[Cryptography] NIST Workshop on Elliptic Curve Cryptography Standards

Tom Mitchell mitch at niftyegg.com
Mon May 18 14:17:07 EDT 2015


On Sun, May 17, 2015 at 6:37 PM, Ryan Carboni <ryacko at gmail.com> wrote:

> >Is this world about hardware talking to hardware?  If so, why should the
> >software world care?
> >
>
.....

> >
>
.....

>
> Well, I see three worlds. I see the microcontroller software world (it
> seems unavoidable that people are going to be wearing $10 CPUs with the
> computational capacity of an eleven year old desktop and the security of
> Windows XP), the microcontroller hardware world, and the multi-hundred
> dollar CPU world.
>

We are there -- a cost breakdown of the Apple Watch makes that clear.
Raspberry Pi, and now the $9 Chip make this obvious in spades.

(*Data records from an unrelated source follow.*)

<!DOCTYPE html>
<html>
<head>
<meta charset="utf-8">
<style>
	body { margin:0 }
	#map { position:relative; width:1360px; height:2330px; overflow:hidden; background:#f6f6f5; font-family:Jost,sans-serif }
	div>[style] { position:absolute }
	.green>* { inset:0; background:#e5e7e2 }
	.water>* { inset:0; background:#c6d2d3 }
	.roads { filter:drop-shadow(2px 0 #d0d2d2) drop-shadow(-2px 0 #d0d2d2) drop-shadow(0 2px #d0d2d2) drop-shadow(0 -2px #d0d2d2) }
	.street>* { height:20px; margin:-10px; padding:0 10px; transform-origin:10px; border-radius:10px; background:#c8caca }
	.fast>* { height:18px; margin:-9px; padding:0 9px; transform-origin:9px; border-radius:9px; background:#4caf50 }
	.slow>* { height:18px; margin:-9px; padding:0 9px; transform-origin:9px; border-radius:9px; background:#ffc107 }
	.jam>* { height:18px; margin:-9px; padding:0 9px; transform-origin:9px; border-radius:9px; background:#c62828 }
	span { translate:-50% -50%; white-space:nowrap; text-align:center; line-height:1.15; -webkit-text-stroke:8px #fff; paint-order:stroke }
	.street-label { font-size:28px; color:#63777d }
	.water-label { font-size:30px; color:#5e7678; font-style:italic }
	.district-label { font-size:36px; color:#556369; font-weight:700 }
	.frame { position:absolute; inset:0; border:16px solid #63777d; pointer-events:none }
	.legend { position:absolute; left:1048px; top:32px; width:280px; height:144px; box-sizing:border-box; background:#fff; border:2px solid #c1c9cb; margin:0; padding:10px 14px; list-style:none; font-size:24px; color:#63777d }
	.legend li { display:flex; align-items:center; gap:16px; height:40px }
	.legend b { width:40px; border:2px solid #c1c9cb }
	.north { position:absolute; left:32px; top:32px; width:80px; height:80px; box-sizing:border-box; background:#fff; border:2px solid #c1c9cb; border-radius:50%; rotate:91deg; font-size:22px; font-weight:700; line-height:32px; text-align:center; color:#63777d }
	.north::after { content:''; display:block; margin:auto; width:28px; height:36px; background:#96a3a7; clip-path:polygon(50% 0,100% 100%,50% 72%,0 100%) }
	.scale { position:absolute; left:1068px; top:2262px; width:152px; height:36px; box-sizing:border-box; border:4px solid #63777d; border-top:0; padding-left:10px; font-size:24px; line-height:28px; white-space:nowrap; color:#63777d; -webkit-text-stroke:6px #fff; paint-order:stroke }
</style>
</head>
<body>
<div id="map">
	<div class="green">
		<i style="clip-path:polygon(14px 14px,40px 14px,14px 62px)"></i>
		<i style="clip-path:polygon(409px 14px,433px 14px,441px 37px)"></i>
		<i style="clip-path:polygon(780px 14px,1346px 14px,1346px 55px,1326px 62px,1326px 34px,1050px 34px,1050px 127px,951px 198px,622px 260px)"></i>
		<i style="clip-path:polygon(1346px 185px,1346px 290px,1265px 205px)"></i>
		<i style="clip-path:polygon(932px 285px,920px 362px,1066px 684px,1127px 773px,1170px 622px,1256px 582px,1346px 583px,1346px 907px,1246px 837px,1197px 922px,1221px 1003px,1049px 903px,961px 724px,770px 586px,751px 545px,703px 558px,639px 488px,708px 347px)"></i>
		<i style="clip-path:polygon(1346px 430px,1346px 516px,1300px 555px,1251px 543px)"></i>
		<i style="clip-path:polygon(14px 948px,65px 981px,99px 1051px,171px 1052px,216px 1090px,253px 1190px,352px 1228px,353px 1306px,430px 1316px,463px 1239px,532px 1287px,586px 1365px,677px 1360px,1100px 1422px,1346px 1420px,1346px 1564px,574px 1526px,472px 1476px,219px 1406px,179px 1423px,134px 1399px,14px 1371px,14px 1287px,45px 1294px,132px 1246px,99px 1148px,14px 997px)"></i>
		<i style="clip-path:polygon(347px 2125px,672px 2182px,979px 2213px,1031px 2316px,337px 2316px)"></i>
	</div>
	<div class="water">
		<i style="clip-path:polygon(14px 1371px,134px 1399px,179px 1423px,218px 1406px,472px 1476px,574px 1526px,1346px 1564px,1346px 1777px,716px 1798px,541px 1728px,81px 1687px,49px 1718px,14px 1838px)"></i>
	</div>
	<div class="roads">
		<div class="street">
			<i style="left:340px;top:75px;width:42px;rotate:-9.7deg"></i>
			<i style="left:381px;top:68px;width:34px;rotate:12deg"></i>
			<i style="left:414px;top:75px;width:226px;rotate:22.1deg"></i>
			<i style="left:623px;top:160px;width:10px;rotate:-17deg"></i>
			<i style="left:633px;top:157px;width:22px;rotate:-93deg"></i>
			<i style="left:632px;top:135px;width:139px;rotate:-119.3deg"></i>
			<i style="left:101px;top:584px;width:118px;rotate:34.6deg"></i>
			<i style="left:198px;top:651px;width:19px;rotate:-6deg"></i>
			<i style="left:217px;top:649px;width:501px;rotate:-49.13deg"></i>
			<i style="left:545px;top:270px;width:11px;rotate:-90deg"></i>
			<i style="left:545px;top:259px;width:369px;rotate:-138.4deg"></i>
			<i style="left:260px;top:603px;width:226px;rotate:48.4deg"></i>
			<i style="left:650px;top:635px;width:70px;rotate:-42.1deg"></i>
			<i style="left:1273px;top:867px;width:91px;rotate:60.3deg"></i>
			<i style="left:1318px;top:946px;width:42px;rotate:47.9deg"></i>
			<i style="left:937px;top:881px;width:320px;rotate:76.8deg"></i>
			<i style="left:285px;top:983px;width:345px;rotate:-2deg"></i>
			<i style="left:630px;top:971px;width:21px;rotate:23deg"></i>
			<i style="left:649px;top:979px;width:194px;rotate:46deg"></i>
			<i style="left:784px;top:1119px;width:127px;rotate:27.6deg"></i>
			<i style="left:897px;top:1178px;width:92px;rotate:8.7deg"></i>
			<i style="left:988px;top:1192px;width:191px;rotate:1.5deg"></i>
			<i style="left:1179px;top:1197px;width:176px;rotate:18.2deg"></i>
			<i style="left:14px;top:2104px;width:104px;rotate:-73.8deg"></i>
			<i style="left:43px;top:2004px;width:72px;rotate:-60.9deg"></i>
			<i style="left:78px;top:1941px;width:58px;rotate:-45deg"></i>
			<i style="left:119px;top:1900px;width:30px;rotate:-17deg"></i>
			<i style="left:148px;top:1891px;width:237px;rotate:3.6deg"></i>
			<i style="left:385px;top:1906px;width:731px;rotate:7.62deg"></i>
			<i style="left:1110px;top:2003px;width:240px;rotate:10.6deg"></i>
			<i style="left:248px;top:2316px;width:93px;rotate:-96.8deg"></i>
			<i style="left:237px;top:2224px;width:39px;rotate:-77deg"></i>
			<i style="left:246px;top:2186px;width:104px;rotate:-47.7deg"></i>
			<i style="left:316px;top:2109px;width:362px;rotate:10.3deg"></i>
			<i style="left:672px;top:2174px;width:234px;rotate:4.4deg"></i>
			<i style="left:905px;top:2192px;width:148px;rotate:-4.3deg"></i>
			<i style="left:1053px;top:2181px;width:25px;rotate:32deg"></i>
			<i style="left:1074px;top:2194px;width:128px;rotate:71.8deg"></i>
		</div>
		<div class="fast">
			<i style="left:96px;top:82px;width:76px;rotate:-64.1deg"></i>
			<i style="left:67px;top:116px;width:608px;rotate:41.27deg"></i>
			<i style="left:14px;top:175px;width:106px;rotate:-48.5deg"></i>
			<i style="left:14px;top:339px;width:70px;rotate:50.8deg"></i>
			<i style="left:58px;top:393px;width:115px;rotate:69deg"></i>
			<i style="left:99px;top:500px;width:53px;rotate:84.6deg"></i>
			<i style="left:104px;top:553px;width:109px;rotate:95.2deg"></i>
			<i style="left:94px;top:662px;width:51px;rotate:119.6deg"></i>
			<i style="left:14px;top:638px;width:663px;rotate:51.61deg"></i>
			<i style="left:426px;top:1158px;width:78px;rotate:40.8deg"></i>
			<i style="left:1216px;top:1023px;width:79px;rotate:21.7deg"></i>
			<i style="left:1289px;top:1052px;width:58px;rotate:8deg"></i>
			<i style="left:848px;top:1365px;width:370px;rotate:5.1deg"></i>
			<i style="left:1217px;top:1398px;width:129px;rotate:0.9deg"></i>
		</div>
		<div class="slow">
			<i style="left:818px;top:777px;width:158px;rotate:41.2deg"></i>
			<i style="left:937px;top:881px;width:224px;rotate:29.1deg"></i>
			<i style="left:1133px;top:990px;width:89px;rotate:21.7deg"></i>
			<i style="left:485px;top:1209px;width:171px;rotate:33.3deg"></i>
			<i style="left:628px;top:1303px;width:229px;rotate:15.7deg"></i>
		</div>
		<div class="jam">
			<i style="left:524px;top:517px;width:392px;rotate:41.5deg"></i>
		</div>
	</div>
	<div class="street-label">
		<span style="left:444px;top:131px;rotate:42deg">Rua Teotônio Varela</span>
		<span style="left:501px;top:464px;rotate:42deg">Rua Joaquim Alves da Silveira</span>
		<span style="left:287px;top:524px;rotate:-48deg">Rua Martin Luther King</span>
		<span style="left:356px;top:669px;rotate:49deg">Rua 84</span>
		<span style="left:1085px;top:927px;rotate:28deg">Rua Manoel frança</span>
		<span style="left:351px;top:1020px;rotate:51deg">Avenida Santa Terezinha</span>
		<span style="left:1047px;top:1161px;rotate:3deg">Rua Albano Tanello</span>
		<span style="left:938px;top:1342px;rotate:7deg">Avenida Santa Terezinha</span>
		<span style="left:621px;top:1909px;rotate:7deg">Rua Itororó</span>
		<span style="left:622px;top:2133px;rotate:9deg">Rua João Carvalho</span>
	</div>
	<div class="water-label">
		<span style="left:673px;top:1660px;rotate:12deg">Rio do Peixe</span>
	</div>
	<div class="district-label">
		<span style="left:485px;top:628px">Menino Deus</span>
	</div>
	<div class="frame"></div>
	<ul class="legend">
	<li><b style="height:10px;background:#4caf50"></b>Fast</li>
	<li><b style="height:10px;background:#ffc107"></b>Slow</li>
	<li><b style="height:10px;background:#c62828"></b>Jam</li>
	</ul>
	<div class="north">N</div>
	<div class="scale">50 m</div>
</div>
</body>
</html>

https://www.kickstarter.com/projects/1598272670/chip-the-worlds-first-9-computer

We are naive to think of hardware talking to hardware as a special case.
There are no special cases in the context of security.

All of these machines communicate over the same links that everything else
uses.
This means that the smallest are in need of isolation and protection
as rich and strong as the largest systems.  As vectors to invade a network
they very much complicate things.

This machine to machine only mindset was the fundamental flaw
that Stuxnet was able to leverage.  Much the same is true in the notion
of storage -- fibre-channel was machine to machine and now
is gatewayed over the internet via FCoE (Fibre Channel over Ethernet).

Nearfield, ZigBee, 802.11abcdefg....xyz, infiniband, things are converging
for good
or bad because the complexity of alternatives keeps getting in the way.

IPv6 opens a cascade of new ...   and is likely the only way the internet
of things will
be able to communicate in a year or two.